*Assigned task*: Scan the data that follows and count the lines with the string "highway"; answer with the count alone.
Exercise data Start Marker
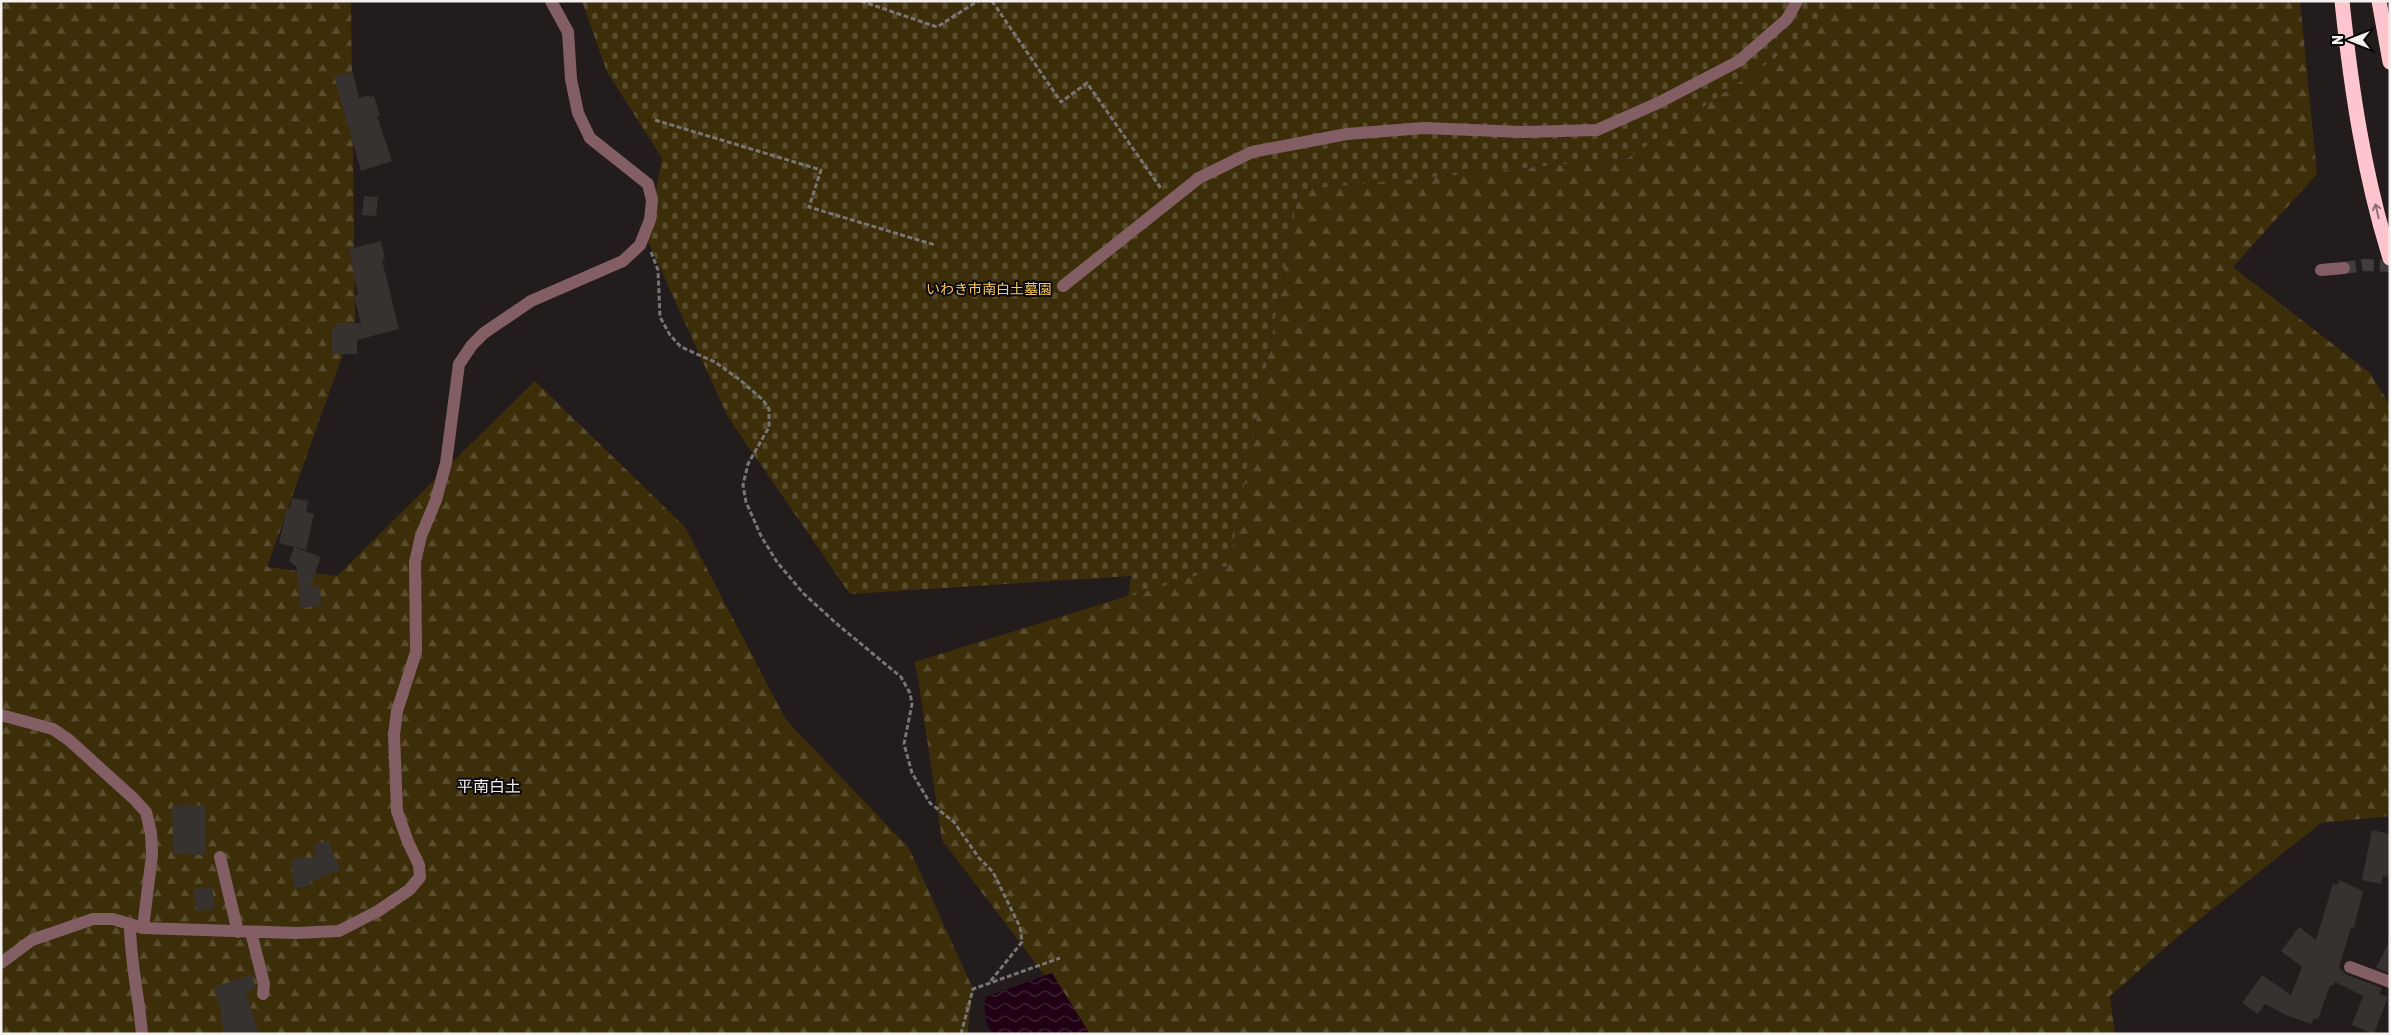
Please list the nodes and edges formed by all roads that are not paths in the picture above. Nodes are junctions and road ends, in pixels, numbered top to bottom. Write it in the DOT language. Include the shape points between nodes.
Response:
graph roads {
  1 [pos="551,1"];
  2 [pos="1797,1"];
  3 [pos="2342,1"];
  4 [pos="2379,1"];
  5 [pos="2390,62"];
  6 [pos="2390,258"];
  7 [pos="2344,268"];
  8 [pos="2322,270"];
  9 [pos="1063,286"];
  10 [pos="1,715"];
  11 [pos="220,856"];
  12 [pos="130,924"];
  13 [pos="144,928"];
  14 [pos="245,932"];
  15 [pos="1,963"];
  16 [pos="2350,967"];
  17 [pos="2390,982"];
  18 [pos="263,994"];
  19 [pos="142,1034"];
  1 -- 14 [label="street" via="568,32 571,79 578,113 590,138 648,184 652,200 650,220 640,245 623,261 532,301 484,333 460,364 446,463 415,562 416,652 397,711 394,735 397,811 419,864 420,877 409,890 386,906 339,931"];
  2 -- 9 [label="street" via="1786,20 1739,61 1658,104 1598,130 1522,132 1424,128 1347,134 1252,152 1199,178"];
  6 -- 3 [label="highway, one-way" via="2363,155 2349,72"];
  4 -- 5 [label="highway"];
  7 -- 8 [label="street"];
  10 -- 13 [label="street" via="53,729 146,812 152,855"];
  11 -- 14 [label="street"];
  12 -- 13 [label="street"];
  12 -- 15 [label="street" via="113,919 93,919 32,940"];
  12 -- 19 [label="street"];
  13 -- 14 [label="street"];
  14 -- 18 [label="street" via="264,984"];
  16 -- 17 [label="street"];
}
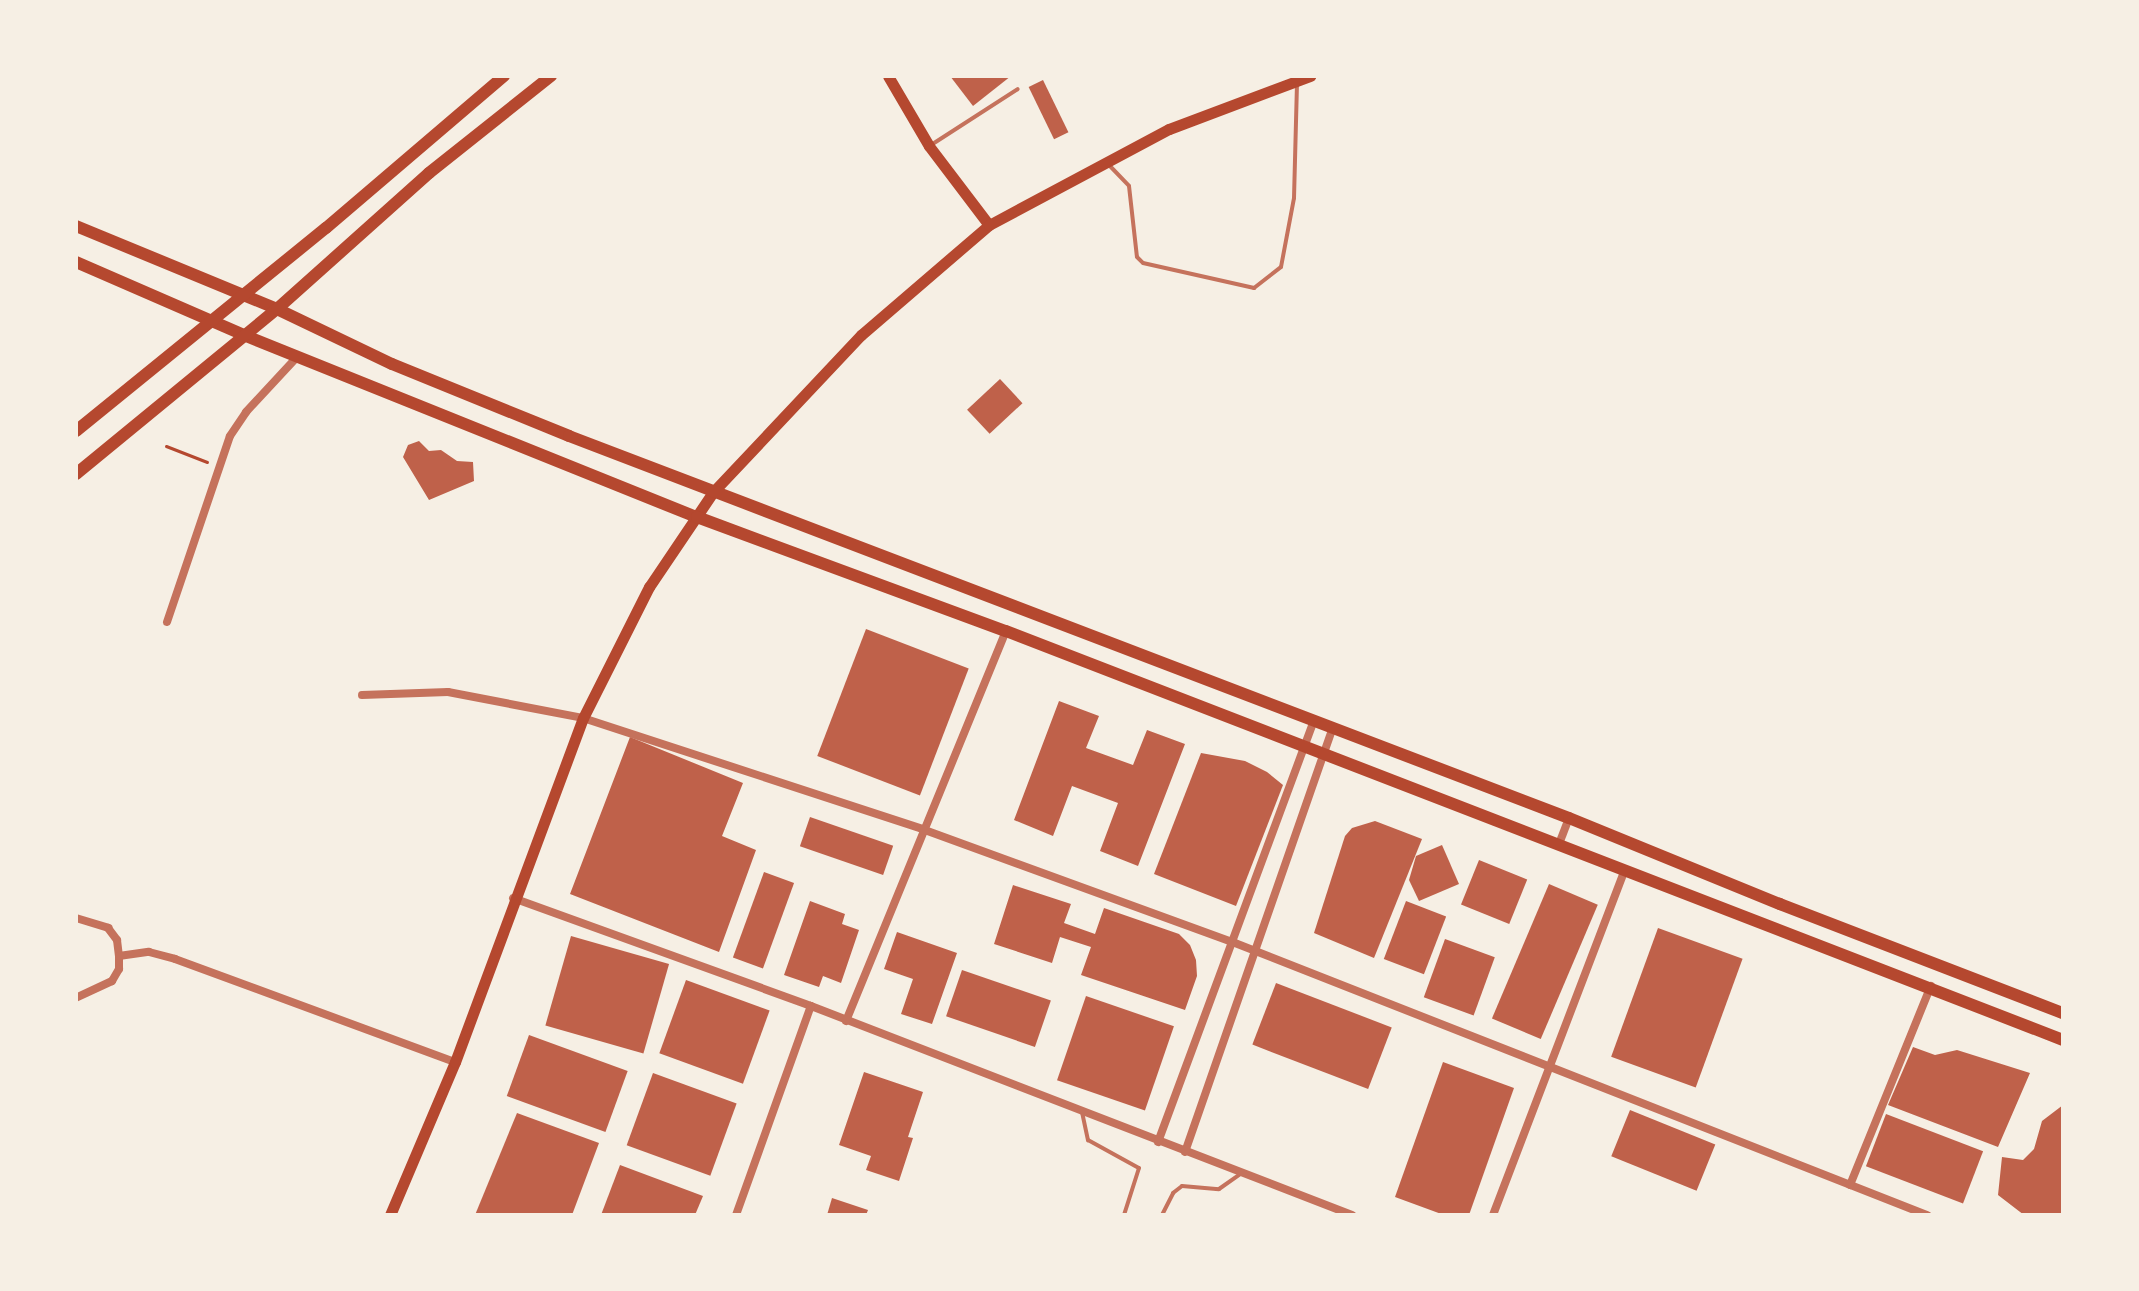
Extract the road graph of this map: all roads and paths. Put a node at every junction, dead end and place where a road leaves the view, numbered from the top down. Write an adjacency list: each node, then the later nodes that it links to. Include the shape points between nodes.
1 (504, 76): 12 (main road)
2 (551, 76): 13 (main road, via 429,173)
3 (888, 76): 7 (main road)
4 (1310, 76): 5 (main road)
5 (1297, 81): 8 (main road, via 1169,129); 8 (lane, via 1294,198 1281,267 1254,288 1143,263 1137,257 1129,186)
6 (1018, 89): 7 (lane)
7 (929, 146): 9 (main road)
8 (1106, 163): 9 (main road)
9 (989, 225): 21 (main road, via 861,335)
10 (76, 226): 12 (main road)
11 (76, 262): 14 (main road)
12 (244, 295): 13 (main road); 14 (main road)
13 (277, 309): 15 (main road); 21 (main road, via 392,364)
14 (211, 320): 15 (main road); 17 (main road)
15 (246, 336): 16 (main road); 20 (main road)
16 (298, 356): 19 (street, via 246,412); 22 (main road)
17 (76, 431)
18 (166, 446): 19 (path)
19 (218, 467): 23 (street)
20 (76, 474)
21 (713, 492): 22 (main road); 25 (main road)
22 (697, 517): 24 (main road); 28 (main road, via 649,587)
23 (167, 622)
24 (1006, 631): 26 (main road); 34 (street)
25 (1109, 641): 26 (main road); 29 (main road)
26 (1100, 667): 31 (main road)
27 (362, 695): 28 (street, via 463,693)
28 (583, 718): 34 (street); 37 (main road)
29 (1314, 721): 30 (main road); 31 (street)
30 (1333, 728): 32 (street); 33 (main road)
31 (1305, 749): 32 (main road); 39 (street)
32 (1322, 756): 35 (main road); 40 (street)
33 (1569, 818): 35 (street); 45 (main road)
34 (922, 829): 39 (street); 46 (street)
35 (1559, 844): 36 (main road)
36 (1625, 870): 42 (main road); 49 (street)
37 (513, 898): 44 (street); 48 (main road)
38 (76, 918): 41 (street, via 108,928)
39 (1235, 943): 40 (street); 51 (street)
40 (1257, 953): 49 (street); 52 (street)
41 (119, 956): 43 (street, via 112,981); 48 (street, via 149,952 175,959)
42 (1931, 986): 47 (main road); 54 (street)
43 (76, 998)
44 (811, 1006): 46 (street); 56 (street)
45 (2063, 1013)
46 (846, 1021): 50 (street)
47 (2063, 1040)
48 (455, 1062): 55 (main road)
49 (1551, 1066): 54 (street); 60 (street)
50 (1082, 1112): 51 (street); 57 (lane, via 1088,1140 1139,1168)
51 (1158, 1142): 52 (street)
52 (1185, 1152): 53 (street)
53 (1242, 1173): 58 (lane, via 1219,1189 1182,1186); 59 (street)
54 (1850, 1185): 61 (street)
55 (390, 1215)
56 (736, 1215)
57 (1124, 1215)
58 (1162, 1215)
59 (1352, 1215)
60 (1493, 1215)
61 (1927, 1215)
Exercise data End Marker
*Response area*: 2